A critical period for experience-dependent plasticity in neurons born in the aged hippocampus

TRINCHERO, MARIELA F.; HERRERO, MAGALÍ; MONZÓN-SALINAS, M. CRISTINA; SCHINDER, ALEJANDRO F.

Congreso; Congreso anual de la Sociedad Argentina de Investigación en Neurociencia; 2019

The aging brain displays a generalized decline in cognitive capacity and circuit plasticity, including a decline in the production of adult-born hippocampal neurons. Morphological development of new dentate granule cells (GCs) is also affected by age. However, their functional properties and integration to the circuit along maturation remains unclear. We performed whole-cell recordings in 8-month old (8M) Ascl1(CreERT2);CAG(floxStopTom) mice to assess intrinsic properties, firing behavior and afferent excitatory connectivity in adult-born GCs labeled with tdTomato.
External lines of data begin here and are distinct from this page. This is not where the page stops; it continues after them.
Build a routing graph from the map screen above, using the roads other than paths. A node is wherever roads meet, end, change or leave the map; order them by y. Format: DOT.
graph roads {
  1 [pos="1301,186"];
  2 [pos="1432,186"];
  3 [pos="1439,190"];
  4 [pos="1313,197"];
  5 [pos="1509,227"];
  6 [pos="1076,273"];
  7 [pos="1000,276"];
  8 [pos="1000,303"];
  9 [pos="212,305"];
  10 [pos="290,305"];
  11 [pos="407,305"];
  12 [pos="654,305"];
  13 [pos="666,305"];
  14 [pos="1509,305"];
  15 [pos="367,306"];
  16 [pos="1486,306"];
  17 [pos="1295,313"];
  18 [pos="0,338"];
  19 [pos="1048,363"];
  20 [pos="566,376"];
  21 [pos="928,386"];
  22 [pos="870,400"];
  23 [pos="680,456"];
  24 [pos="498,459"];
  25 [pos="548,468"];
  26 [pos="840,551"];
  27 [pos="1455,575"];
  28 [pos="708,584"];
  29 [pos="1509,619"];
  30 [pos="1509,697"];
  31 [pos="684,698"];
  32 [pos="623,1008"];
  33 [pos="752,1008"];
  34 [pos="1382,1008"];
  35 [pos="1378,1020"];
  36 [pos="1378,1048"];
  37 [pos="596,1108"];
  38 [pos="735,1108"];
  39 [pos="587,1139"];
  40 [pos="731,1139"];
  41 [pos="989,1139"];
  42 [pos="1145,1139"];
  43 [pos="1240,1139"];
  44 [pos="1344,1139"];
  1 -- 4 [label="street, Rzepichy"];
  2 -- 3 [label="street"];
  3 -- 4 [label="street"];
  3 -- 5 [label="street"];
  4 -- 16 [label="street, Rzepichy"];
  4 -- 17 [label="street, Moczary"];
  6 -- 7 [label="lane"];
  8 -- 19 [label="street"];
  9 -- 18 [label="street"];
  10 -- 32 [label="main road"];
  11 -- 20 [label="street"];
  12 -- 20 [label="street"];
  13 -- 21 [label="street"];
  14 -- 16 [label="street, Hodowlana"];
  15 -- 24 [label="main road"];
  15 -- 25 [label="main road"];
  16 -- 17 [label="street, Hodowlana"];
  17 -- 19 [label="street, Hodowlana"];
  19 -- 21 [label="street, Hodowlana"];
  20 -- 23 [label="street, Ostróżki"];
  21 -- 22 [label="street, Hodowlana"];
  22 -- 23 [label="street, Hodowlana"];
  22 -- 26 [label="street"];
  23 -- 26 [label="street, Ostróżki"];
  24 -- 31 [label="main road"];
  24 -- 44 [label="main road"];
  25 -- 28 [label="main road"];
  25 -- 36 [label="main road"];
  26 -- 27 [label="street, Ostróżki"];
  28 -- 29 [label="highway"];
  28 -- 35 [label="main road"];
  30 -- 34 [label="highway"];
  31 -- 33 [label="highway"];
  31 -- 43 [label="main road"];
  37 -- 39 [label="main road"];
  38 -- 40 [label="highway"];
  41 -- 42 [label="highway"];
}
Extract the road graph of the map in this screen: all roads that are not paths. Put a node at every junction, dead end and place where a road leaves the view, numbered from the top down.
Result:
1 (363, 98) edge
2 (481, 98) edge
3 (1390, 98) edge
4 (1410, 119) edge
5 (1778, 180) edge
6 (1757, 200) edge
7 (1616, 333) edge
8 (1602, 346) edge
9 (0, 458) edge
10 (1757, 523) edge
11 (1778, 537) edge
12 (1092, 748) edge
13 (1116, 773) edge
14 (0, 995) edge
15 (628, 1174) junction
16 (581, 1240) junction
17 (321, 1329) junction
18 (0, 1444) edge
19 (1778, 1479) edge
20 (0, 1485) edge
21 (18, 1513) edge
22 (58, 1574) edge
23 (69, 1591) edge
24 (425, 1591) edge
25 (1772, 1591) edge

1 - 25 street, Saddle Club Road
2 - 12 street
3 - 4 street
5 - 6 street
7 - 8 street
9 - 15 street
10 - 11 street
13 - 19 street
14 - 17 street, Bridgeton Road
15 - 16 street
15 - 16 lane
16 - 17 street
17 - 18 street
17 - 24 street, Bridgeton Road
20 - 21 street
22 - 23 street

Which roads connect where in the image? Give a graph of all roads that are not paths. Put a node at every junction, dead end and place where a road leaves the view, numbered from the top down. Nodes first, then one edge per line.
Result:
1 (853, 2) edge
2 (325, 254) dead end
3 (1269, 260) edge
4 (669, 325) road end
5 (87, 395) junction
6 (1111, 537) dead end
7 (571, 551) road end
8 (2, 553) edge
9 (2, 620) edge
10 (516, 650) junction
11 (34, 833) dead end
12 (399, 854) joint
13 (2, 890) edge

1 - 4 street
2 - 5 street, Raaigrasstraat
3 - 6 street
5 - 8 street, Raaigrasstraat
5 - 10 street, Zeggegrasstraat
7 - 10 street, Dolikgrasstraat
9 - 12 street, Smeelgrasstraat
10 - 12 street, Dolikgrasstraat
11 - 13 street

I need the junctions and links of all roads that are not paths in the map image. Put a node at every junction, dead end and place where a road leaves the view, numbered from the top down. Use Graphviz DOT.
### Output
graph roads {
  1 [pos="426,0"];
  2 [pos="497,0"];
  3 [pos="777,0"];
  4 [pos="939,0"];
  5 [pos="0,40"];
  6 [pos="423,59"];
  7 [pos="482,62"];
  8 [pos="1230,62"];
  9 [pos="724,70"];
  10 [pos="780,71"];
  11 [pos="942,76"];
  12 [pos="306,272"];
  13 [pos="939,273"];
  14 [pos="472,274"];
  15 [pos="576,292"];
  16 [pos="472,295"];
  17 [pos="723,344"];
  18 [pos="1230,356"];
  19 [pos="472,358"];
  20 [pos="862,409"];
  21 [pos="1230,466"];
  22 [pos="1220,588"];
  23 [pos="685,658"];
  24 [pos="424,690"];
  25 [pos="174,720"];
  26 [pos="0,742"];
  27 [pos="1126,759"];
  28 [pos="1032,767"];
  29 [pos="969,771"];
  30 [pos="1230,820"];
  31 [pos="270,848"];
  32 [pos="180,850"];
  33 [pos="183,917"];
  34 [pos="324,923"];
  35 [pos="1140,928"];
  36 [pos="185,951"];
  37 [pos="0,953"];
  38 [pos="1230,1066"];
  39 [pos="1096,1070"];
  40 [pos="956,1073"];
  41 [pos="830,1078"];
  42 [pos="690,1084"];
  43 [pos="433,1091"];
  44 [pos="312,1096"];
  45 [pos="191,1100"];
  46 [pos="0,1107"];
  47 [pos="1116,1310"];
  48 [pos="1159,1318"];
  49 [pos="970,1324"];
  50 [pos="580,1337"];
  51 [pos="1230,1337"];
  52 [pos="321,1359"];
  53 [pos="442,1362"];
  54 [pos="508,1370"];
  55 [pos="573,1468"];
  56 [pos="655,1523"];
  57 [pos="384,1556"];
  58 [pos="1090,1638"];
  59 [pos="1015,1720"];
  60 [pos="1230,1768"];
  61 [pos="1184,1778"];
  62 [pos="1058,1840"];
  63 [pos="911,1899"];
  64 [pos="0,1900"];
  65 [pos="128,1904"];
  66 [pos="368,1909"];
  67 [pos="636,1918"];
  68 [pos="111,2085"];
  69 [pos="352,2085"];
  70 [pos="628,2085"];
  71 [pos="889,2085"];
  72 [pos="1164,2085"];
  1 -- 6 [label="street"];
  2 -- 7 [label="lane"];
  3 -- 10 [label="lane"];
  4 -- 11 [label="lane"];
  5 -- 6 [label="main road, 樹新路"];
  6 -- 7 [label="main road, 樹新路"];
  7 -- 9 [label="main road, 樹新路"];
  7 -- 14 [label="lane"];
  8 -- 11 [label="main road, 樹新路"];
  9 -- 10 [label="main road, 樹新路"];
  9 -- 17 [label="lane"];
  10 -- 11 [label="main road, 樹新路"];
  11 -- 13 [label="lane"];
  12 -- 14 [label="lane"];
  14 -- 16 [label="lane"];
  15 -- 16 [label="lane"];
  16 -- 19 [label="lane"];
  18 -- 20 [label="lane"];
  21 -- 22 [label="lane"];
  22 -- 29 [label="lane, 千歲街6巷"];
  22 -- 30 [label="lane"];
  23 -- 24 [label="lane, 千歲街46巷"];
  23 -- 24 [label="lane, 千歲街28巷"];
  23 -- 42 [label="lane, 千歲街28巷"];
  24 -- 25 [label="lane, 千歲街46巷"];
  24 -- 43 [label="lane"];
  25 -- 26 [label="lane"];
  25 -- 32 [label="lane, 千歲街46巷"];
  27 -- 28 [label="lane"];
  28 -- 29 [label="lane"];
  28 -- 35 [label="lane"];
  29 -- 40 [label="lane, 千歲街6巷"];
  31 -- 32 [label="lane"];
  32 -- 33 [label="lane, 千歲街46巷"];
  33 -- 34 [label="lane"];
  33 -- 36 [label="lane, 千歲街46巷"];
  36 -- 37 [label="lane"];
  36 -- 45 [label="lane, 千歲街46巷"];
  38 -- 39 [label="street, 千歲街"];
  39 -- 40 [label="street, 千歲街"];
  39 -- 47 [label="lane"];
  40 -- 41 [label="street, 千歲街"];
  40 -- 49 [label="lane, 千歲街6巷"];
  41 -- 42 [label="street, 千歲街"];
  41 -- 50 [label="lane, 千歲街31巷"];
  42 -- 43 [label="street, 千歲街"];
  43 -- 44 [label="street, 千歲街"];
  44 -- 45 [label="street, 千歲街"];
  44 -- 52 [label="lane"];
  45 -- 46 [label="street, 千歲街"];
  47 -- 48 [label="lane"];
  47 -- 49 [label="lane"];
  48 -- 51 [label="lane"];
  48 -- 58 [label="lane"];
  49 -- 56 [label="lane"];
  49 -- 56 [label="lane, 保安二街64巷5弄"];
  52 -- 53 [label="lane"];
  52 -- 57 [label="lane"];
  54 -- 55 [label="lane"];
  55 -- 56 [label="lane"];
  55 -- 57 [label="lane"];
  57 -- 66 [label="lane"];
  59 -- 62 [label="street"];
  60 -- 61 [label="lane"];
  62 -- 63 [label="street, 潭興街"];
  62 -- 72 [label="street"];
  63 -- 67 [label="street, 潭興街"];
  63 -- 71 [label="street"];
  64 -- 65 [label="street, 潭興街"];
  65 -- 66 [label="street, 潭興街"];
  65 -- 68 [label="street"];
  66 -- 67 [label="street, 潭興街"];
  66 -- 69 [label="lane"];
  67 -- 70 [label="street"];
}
We found that functional properties and connectivity of these neurons develop very slowly. Despite the delayed maturation, new GCs in aging mice display a remarkable potential for structural plasticity. Retrovirally labeled 3-week-old GCs in middle-aged mice are small, underdeveloped and disconnected. Notably, we found that a 7-day exposure to an enriched environment (EE) induced substantial dendritic growth, spine formation and increase in the number of filopodia of mossy fiber boutons in CA3, indicating that experience boosts both input and output connectivity. EE was particularly effective in promoting integration during the second week of GCs development, but not earlier or later. Moreover, EE accelerated maturation of intrinsic membrane properties and functional integration of new GCs. This short period of increased responsiveness to hippocampal activity induced by experience unveils high levels of plasticity of newborn GCs in the aging hippocampus.